More than 20 closed circuit TV cameras are proposed to be installed, Tokoph said.

He declined to go into detail about the TV monitoring, but noted there already are cameras in the terminal.

The whole project “is an upgrade to current security standards from (the Transportation Security Agency),” he said.

The project is 95 percent funded by the Federal Aviation Administration, and airport officials are working against an Aug. 30 funding deadline. The enhanced security covers the roughly 1,500 acres within the airport operation area.

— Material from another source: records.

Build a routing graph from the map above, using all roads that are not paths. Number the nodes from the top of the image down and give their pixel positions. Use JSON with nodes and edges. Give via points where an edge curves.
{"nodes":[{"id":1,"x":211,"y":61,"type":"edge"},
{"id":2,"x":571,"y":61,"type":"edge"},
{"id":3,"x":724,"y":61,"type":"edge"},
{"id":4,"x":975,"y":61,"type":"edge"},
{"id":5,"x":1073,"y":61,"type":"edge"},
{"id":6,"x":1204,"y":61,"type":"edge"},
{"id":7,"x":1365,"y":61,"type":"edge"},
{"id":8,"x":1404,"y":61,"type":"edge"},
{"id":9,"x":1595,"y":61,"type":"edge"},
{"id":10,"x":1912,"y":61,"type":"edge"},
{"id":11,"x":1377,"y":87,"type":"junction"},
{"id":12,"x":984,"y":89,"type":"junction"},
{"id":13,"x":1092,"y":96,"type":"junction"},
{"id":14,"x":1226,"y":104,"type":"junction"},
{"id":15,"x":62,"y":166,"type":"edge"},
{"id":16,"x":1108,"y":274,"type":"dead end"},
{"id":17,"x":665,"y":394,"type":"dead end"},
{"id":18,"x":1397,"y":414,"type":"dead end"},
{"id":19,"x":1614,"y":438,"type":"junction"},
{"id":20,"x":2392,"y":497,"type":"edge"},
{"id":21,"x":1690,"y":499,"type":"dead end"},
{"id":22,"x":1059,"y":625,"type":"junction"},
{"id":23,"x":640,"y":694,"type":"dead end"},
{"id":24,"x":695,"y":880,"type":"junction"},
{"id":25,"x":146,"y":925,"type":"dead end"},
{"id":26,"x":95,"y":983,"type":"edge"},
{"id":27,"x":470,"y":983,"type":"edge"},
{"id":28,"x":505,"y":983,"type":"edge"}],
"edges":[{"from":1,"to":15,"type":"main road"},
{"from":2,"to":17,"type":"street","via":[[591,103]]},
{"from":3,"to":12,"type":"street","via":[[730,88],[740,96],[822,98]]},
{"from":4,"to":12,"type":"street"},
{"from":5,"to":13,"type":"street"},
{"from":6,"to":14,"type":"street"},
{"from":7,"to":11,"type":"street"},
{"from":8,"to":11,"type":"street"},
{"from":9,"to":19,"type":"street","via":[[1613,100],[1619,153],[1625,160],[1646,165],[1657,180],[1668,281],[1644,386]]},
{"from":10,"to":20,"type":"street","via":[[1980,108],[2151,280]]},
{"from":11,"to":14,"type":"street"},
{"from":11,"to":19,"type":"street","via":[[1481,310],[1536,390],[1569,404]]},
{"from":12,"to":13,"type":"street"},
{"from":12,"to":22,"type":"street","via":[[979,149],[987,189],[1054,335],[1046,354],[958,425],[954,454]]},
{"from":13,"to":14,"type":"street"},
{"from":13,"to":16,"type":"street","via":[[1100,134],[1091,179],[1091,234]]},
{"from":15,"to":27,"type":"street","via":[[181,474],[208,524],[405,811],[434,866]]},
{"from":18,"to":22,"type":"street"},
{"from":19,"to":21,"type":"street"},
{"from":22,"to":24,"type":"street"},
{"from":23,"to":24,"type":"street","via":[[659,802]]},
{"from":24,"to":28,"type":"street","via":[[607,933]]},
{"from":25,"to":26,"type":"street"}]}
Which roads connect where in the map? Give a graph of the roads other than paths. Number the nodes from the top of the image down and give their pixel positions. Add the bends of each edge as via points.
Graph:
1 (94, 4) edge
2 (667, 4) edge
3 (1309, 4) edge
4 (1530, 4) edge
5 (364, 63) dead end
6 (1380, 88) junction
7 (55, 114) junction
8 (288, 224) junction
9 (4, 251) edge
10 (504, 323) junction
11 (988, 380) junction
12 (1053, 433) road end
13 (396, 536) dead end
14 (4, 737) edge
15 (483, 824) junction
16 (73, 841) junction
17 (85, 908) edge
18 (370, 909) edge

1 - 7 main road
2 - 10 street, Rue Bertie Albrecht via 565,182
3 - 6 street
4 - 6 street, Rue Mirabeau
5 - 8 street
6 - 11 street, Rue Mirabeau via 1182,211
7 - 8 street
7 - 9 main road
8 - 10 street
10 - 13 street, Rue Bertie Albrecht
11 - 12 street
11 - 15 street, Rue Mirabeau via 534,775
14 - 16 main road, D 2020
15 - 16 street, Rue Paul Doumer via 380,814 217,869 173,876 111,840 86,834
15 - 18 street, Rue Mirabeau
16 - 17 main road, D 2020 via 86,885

Officials with Central Coast Jet Center and Arctic Air, two large tenants on the airfield, both said the increased security measures are a good idea and would actually help their businesses and not hinder them.

In the past TSA officials have been critical of Santa Maria Public Airport security, which has seen breaches, including a November 2004 incident in which a Nipomo man accessed the airfield and tampered with a private cargo jet.

Federal officials are pleased the airport is spending resources on security upgrades.

“It's been six years since September 11, and over the course of time, we've seen large and small airports use the resources they can to enhance security,” said TSA spokesman Nico Melendez.

However, some airport users who have hangers within the secured area are not as enthusiastic about the proposed changes.

“I don't think we need all the security we are getting,” said general aviation pilot Pat Viker. “...It's one thing if we had some really heavy traffic - but we don't.”

Mark Pirman, a pilot and hanger tenant at the airport for more than 20 years, agreed, adding that airports in the Los Angeles basin may need this type of security but they have the commercial flights to back it up.

Pirman also fears that the airport may remove access points as a way to reduce the cost of the program, which would hamper airport use.

Even with enhanced security since the Sept. 11, 2001, terror attacks, Pirman and his wife Diane, who is also a pilot, don't see Santa Maria as a risky airport.

“What it comes down to, if you are a terrorist, are you going to hit the Santa Maria Airport,” Diane Pirman asked.

Federal officials, however, don't see any facility having too much security.

“We need to lengthen our memory,” Melendez said.

“We know terrorists on September 11 originated from a small airport in Maine.

“The notion that one airport is less vulnerable than another is the wrong way to look at it.”